Facing Police Shortage, NM Considers Pension Changes

As Santa Fe expands city turf, it co-sponsors supportive resolution.

New Mexico’s Republican Gov. Susana Martinez said she will back bills that support police officers being able to return to work while earning pension pay, and it’s causing a ripple into the cities. 

On Wednesday, the City Councilors in Santa Fe  co-sponsored a resolution expressing support if state legislation allowed police officers to return to work while still collecting retirement benefits.
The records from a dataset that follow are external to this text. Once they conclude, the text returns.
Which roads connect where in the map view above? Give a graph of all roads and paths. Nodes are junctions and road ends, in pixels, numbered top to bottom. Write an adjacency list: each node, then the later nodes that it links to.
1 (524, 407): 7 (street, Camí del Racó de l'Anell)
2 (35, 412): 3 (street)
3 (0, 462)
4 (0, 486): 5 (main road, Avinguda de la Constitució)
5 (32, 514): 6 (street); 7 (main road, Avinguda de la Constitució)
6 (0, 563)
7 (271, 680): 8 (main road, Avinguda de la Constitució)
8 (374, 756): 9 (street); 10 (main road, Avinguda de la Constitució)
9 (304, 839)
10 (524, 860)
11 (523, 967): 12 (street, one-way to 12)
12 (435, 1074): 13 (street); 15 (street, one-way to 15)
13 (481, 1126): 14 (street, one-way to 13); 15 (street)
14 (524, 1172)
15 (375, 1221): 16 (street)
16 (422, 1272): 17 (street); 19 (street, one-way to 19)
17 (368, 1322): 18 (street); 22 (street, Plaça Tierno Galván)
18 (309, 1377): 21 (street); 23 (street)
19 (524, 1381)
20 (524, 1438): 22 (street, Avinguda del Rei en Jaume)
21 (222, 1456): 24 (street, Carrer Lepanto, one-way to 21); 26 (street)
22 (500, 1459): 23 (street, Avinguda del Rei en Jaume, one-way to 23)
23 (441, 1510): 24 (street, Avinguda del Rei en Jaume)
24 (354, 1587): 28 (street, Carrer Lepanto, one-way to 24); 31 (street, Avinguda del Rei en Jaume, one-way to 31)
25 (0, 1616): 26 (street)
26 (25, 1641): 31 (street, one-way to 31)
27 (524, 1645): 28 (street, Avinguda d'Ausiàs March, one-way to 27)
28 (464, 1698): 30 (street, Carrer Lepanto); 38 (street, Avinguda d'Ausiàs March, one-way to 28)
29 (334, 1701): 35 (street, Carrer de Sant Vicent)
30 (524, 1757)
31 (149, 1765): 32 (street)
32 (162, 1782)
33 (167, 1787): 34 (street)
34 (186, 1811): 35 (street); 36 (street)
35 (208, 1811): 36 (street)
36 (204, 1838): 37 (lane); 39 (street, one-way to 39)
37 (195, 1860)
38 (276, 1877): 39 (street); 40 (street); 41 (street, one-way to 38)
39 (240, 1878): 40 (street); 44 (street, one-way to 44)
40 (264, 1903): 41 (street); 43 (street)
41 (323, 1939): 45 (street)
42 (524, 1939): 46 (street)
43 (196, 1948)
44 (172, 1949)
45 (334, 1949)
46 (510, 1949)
Councilman Chris Rivera said the change could help the ongoing shortage of police officers in the city.  

“We’re in a dire crisis and we really need to diversify our options,” Rivera told CIO.

Santa Fe city is expanding, and annexing more land, which widens the area for police officers to cover, a spokesman told CIO. Currently, police officers are retiring at a young age and still want to work, said Rivera, and laws could allow it if they limited high salaries and upper rank progression to post retirement re-hires.
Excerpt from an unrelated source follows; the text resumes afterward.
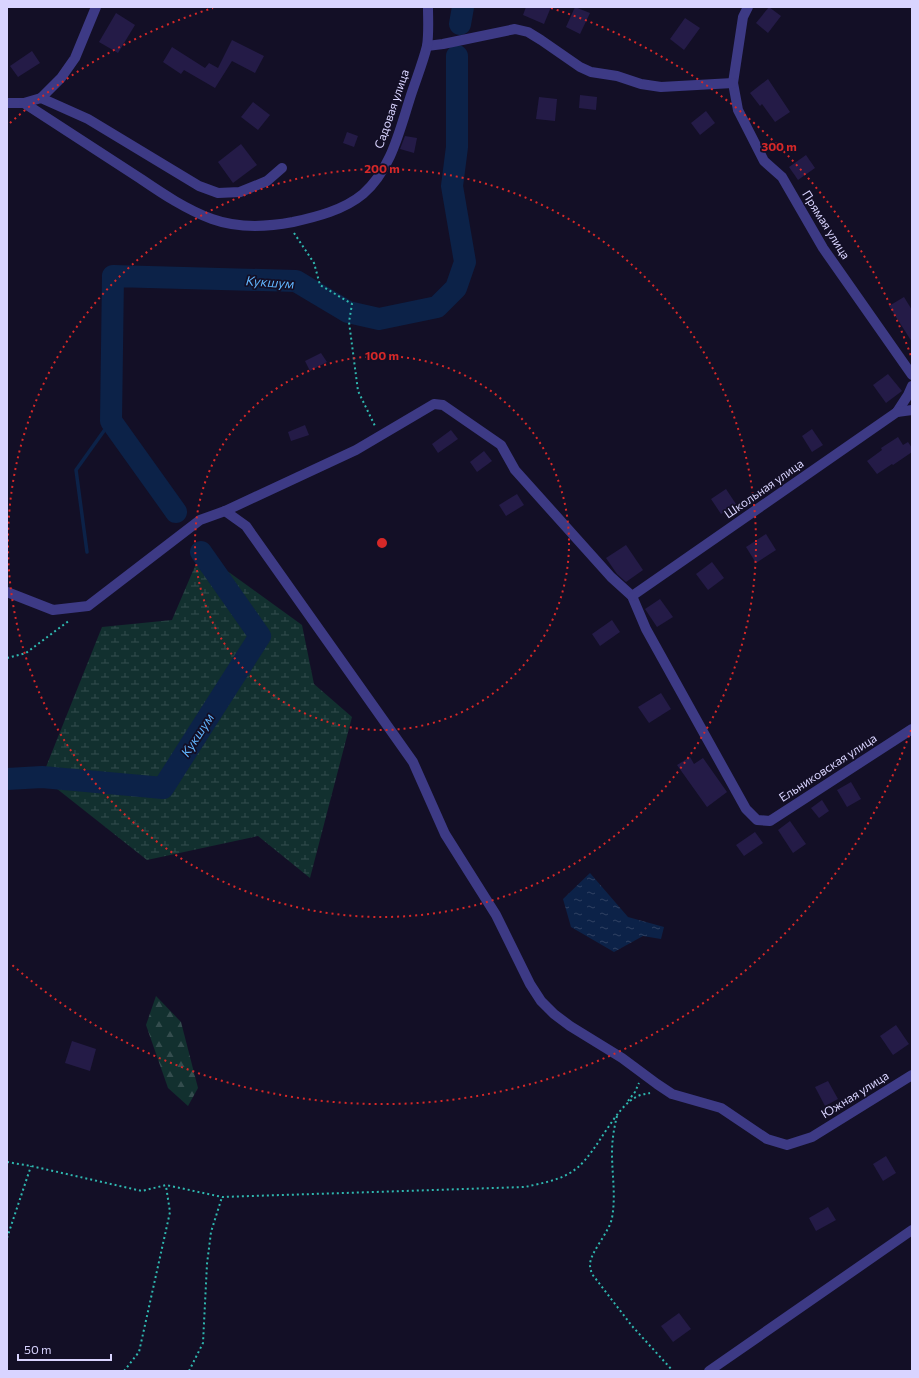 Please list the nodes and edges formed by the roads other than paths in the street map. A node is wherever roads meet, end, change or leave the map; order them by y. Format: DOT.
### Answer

In New Mexico’s largest city, Albuquerque, the mayor has stated that he wants to add 400 police officers to the force. Albuquerque police officers can retire after 20 years with 70% of their pay.

Pensions for people returning to government work were frozen in New Mexico in 2010 out of fear that ‘double dipping’ would increase costs to taxpayers if people came back to work and were re-promoted to the high salaries they retired from. But there is a strong push by public safety for laws to change back to stem the ongoing shortages of police and fire personnel. Changing the return to work policy was brought up last year but “didn’t get far” in the legislature, said Rivera.  

“The legislature is concerned with return-to-work provisions because they negatively impact the pension funds,” Ann Hanika-Ortiz, principal analyst, Legislative Finance Committee of the State of New Mexico, told CIO in a phone interview. “Using the pension funds to solve recruitment and retention issues is probably not a good idea over the long term, especially when you have underfunded pension systems, which we do in New Mexico.”

However, a scenario that would not negatively impact the fund would be to create parameters that kept police officers from accruing additional benefits while they’re re-employed, and to require them to suspend their cost of living adjustment (COLA) while they’re re-employed. New Mexico provides a 2% fixed compounded COLA, and all other return-to-work public employees have to suspend it, said Hanika-Ortiz.

In 2013, the pension reforms included an incentive to delay retirement that increased the maximum pension amount from 80% to 90% of one’s average final salary. According to analysis by the Public Employee Retirement Association, “the incentive could mean an additional half-million dollars in lifetime retirement benefits by working an additional five or six more years,” said Hanika-Ortiz.